A list of general steps (applicable to most situations) to help your team deal with emergencies could look something like this:
Isolate the immediate source of danger to prevent collateral damage.
Notify the chain of command and all employees that might be affected.
Assess the extent of damage and the condition of the asset.
Plan the repair process.
Execute repair process.
Note that whatever the situation, the top priority for all parties should be preserving health and safety. Only when the danger is over can emergency maintenance work begin. At that point, the maintenance team can assess the damage and plan out the repair process.
#4) Speed up emergency maintenance response with a mobile CMMS
Apart from incidents that are caused by natural disasters, emergencies in buildings can usually be attributed to a failure resulting from human error, unexpected machine failure, or procedural flaws.
In Limble CMMS, you can manage emergency work requests by creating work orders of the highest priority and adding relevant tags such as “Safety incident”. The system will send out email and push notifications to the assigned technician(s) to resolve the problem.
Let’s see how that looks in practice with a few screenshots.
First, a worker submits the emergency maintenance request.
The manager reviews the request and creates an emergency work order. As you can see from a screenshot below, such a WO in Limble would be level 6 and can be tagged with something like @Safety that signals the issue is a safety risk.

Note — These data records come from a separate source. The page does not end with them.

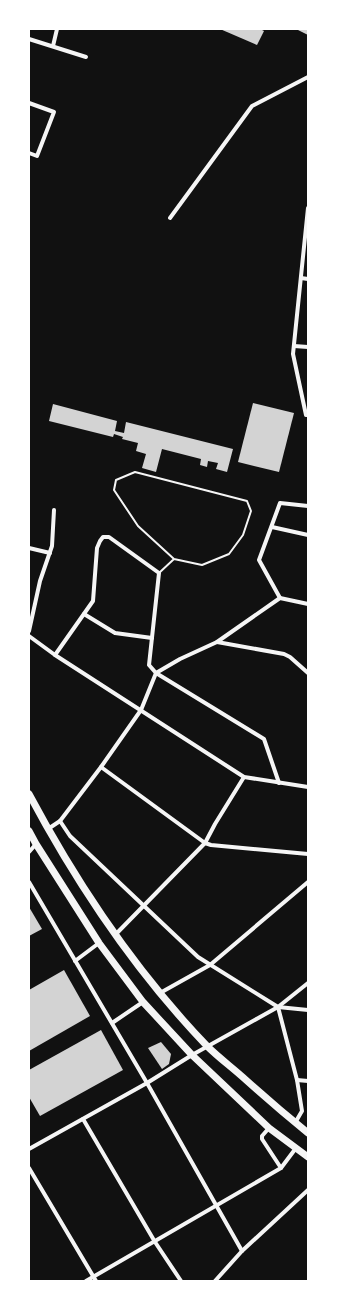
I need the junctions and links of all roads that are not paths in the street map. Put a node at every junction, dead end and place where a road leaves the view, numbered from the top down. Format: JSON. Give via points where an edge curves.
{"nodes":[{"id":1,"x":56,"y":29,"type":"edge"},
{"id":2,"x":29,"y":38,"type":"edge"},
{"id":3,"x":53,"y":46,"type":"junction"},
{"id":4,"x":86,"y":57,"type":"dead end"},
{"id":5,"x":308,"y":77,"type":"edge"},
{"id":6,"x":29,"y":103,"type":"edge"},
{"id":7,"x":29,"y":153,"type":"edge"},
{"id":8,"x":308,"y":208,"type":"edge"},
{"id":9,"x":308,"y":213,"type":"edge"},
{"id":10,"x":170,"y":218,"type":"dead end"},
{"id":11,"x":301,"y":278,"type":"junction"},
{"id":12,"x":308,"y":279,"type":"edge"},
{"id":13,"x":294,"y":346,"type":"junction"},
{"id":14,"x":308,"y":347,"type":"edge"},
{"id":15,"x":308,"y":415,"type":"edge"},
{"id":16,"x":308,"y":506,"type":"edge"},
{"id":17,"x":54,"y":510,"type":"dead end"},
{"id":18,"x":272,"y":527,"type":"junction"},
{"id":19,"x":308,"y":535,"type":"edge"},
{"id":20,"x":29,"y":548,"type":"edge"},
{"id":21,"x":50,"y":553,"type":"junction"},
{"id":22,"x":174,"y":559,"type":"junction"},
{"id":23,"x":159,"y":573,"type":"junction"},
{"id":24,"x":280,"y":598,"type":"junction"},
{"id":25,"x":308,"y":604,"type":"edge"},
{"id":26,"x":84,"y":614,"type":"junction"},
{"id":27,"x":29,"y":631,"type":"edge"},
{"id":28,"x":29,"y":636,"type":"edge"},
{"id":29,"x":152,"y":638,"type":"junction"},
{"id":30,"x":217,"y":642,"type":"junction"},
{"id":31,"x":55,"y":655,"type":"junction"},
{"id":32,"x":156,"y":673,"type":"junction"},
{"id":33,"x":308,"y":673,"type":"edge"},
{"id":34,"x":141,"y":710,"type":"junction"},
{"id":35,"x":101,"y":767,"type":"junction"},
{"id":36,"x":244,"y":776,"type":"junction"},
{"id":37,"x":279,"y":783,"type":"junction"},
{"id":38,"x":308,"y":787,"type":"edge"},
{"id":39,"x":29,"y":794,"type":"edge"},
{"id":40,"x":60,"y":820,"type":"junction"},
{"id":41,"x":48,"y":829,"type":"junction"},
{"id":42,"x":29,"y":831,"type":"edge"},
{"id":43,"x":205,"y":843,"type":"junction"},
{"id":44,"x":36,"y":844,"type":"junction"},
{"id":45,"x":29,"y":852,"type":"edge"},
{"id":46,"x":308,"y":854,"type":"edge"},
{"id":47,"x":29,"y":882,"type":"edge"},
{"id":48,"x":308,"y":882,"type":"edge"},
{"id":49,"x":143,"y":906,"type":"junction"},
{"id":50,"x":116,"y":934,"type":"junction"},
{"id":51,"x":98,"y":943,"type":"junction"},
{"id":52,"x":75,"y":961,"type":"junction"},
{"id":53,"x":210,"y":965,"type":"junction"},
{"id":54,"x":308,"y":983,"type":"edge"},
{"id":55,"x":160,"y":993,"type":"junction"},
{"id":56,"x":143,"y":1002,"type":"junction"},
{"id":57,"x":278,"y":1007,"type":"junction"},
{"id":58,"x":308,"y":1010,"type":"edge"},
{"id":59,"x":112,"y":1023,"type":"junction"},
{"id":60,"x":208,"y":1046,"type":"junction"},
{"id":61,"x":192,"y":1055,"type":"junction"},
{"id":62,"x":297,"y":1080,"type":"junction"},
{"id":63,"x":308,"y":1081,"type":"edge"},
{"id":64,"x":147,"y":1082,"type":"junction"},
{"id":65,"x":83,"y":1119,"type":"junction"},
{"id":66,"x":295,"y":1123,"type":"junction"},
{"id":67,"x":269,"y":1128,"type":"junction"},
{"id":68,"x":308,"y":1133,"type":"edge"},
{"id":69,"x":296,"y":1148,"type":"junction"},
{"id":70,"x":29,"y":1149,"type":"edge"},
{"id":71,"x":308,"y":1157,"type":"edge"},
{"id":72,"x":29,"y":1168,"type":"edge"},
{"id":73,"x":281,"y":1168,"type":"junction"},
{"id":74,"x":308,"y":1190,"type":"edge"},
{"id":75,"x":216,"y":1205,"type":"junction"},
{"id":76,"x":155,"y":1242,"type":"junction"},
{"id":77,"x":242,"y":1251,"type":"junction"},
{"id":78,"x":95,"y":1279,"type":"edge"},
{"id":79,"x":86,"y":1281,"type":"edge"},
{"id":80,"x":181,"y":1281,"type":"edge"},
{"id":81,"x":215,"y":1281,"type":"edge"}],
"edges":[{"from":1,"to":3,"type":"street"},
{"from":2,"to":3,"type":"street"},
{"from":3,"to":4,"type":"street"},
{"from":5,"to":10,"type":"street","via":[[252,106]]},
{"from":6,"to":7,"type":"street","via":[[54,112],[37,156]]},
{"from":8,"to":9,"type":"street"},
{"from":9,"to":11,"type":"street"},
{"from":11,"to":12,"type":"street"},
{"from":11,"to":13,"type":"street"},
{"from":13,"to":14,"type":"street"},
{"from":13,"to":15,"type":"street","via":[[293,354]]},
{"from":16,"to":18,"type":"street","via":[[280,503]]},
{"from":17,"to":21,"type":"street"},
{"from":18,"to":19,"type":"street"},
{"from":18,"to":24,"type":"street","via":[[259,560]]},
{"from":20,"to":21,"type":"street"},
{"from":21,"to":27,"type":"street","via":[[40,582]]},
{"from":22,"to":22,"type":"lane","via":[[202,565],[228,554],[243,535],[251,511],[246,501],[135,472],[116,480],[114,490],[138,526]]},
{"from":22,"to":23,"type":"lane"},
{"from":23,"to":26,"type":"street","via":[[113,539],[103,537],[97,548],[92,601]]},
{"from":23,"to":29,"type":"street"},
{"from":24,"to":25,"type":"street"},
{"from":24,"to":30,"type":"street"},
{"from":26,"to":29,"type":"street","via":[[115,633]]},
{"from":26,"to":31,"type":"street"},
{"from":28,"to":31,"type":"street"},
{"from":29,"to":32,"type":"street","via":[[149,665]]},
{"from":30,"to":32,"type":"street"},
{"from":30,"to":33,"type":"street","via":[[284,654]]},
{"from":31,"to":34,"type":"street"},
{"from":32,"to":34,"type":"street"},
{"from":32,"to":37,"type":"street","via":[[264,739]]},
{"from":34,"to":35,"type":"street"},
{"from":34,"to":36,"type":"street"},
{"from":35,"to":40,"type":"street"},
{"from":35,"to":43,"type":"street"},
{"from":36,"to":37,"type":"street"},
{"from":36,"to":43,"type":"street"},
{"from":37,"to":38,"type":"street"},
{"from":39,"to":41,"type":"main road"},
{"from":40,"to":41,"type":"street"},
{"from":40,"to":49,"type":"street","via":[[70,836]]},
{"from":41,"to":50,"type":"main road"},
{"from":42,"to":44,"type":"main road"},
{"from":43,"to":46,"type":"street"},
{"from":43,"to":49,"type":"street"},
{"from":44,"to":45,"type":"street"},
{"from":44,"to":51,"type":"main road"},
{"from":47,"to":52,"type":"street"},
{"from":48,"to":53,"type":"street"},
{"from":49,"to":50,"type":"street"},
{"from":49,"to":53,"type":"street"},
{"from":50,"to":55,"type":"main road"},
{"from":51,"to":52,"type":"street"},
{"from":51,"to":56,"type":"main road"},
{"from":52,"to":59,"type":"street"},
{"from":53,"to":55,"type":"street"},
{"from":53,"to":57,"type":"street"},
{"from":54,"to":57,"type":"street"},
{"from":55,"to":60,"type":"main road"},
{"from":56,"to":59,"type":"street"},
{"from":56,"to":61,"type":"main road"},
{"from":57,"to":58,"type":"street"},
{"from":57,"to":60,"type":"street"},
{"from":57,"to":62,"type":"street"},
{"from":59,"to":64,"type":"street"},
{"from":60,"to":61,"type":"street"},
{"from":60,"to":66,"type":"main road"},
{"from":61,"to":64,"type":"street"},
{"from":61,"to":67,"type":"main road"},
{"from":62,"to":63,"type":"street"},
{"from":62,"to":66,"type":"street","via":[[302,1111]]},
{"from":64,"to":65,"type":"street"},
{"from":64,"to":75,"type":"street"},
{"from":65,"to":70,"type":"street"},
{"from":65,"to":76,"type":"street"},
{"from":66,"to":68,"type":"main road"},
{"from":67,"to":69,"type":"main road"},
{"from":67,"to":73,"type":"street","via":[[262,1139]]},
{"from":69,"to":71,"type":"main road"},
{"from":69,"to":73,"type":"street"},
{"from":72,"to":78,"type":"street"},
{"from":73,"to":75,"type":"street"},
{"from":74,"to":77,"type":"street"},
{"from":75,"to":76,"type":"street"},
{"from":75,"to":77,"type":"street"},
{"from":76,"to":78,"type":"street"},
{"from":76,"to":80,"type":"street"},
{"from":77,"to":81,"type":"street"},
{"from":78,"to":79,"type":"street"}]}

After the WO is scheduled, email and push notifications are sent to the assigned technicians. The technicians can then review the WO and start performing the required work. When the work is finished, they need to close the work order:
The technicians can leave completion notes, attach pictures and comments, log time it took to complete the WO, and note down how many spare parts they used. All of this helps organizations track how much resources they are spending on emergency repairs.
Better safe than sorry
While it is hard to ever be fully prepared for emergency maintenance, things we discussed in this article will hopefully help you not to get caught with your pants down.
Having a strong proactive maintenance strategy and properly trained employees are the two most important factors for avoiding preventable maintenance emergencies. The best you can do is to have a clear plan in place people can follow when an emergency maintenance request is generated.